Em tempos onde a literatura anda a ser engomada, esfregada e enfeitada para não passar vergonha em festas para gente bem-comportada e de semblante muito sério, dar de caras com livros como “Boy Parts: Partes Masculinas” (Euforia, 2023) é um bom motivo para fazer a festa.
Romance de estreia de Eliza Clark, “Boy Parts” apresenta-nos à disfuncional Irina, que tem por hábito descobrir homens não particularmente atraentes e convidá-los a ir a sua casa, para sessões fotográficas muito explícitas e em posições quase sempre comprometedoras, que quase sempre acabam expostas numa galeria ou museu. “Fotografo muitos homens que as outras pessoas acham feios ou que têm um ar estranho. Mas tento sempre encontrar um traseiro de tamanho proporcional – caso contrário, fico triste”.

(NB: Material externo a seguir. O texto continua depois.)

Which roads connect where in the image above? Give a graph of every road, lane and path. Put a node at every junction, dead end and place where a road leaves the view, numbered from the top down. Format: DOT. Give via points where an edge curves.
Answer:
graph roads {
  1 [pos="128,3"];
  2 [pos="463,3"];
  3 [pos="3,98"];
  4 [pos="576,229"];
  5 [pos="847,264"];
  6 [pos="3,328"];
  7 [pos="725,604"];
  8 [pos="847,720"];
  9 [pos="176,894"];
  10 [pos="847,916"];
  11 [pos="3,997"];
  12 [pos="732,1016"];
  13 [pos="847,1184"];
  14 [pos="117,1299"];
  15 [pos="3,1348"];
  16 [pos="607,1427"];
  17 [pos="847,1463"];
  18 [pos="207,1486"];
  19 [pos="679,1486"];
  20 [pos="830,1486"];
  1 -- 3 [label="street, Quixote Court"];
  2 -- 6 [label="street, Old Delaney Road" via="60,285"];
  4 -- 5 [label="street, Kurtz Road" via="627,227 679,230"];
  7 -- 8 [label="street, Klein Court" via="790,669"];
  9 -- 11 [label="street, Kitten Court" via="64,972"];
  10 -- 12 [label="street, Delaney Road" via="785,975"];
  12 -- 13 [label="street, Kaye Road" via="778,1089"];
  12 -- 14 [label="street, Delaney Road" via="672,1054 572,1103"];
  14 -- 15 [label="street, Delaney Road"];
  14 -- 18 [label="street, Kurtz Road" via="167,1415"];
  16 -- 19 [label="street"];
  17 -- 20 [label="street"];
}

No decorrer de uma licença sabática, imposta depois de ter sido agredida por um cliente no bar manhoso onde vai sacando uns trocos – e descobrindo, de quando em quando, um ou outro potencial modelo -, é convidada a expor numa galeria da moda em Londres, o que levará a revisitar um passado guardado em caixas e a refrear, por instantes, uma rotina feita de cinema hardcore, drogas e álcool.
A sua melhor amiga dá pelo nome de Flo, que tem a certeza de que Irina sofre de Transtorno de Personalidade Borderline, e que vai publicando todos os avanços e recuos desta relação algo esquizofrénica em posts abertos no Instagram, que gritam por atenção: “Acho mesmo que ela tem TPB por diagnosticar e não tem amigos verdadeiros, ela é tipo INCAPAZ de ter relações saudáveis e precisa mesmo da minha ajuda!?? Ontem fui-lhe às compras quando estávamos juntas porque, se eu não fosse, viveria só a água e salada. Isto não é um problema da Rini, é um problema meu, mas agradeço que estejam todos preocupados comigo e que me ouçam a desabafar”.
Eliza Clarke explora, sempre com um balde de gasolina numa mão e um fósforo aceso na outra, a sexualidade nos dias de hoje, interrogando-se – e ao leitor – sobre a toxicidade das relações, o poder sobre o corpo, os traumas físicos, a prisão da memória, o peso da solidão, a fronteira do consentimento ou a perda da empatia. “A transição de ser magoada para magoar foi natural”, diz-nos a certa altura Irina, enquanto vai tirando do corpo imaginários fragmentos de vidro. Se se cruzasse com Irina, muito provavelmente Patrick Bateman fugiria a sete pés. Um dos mais estranhos e singulares livros que chegaram às livrarias nacionais em 2023.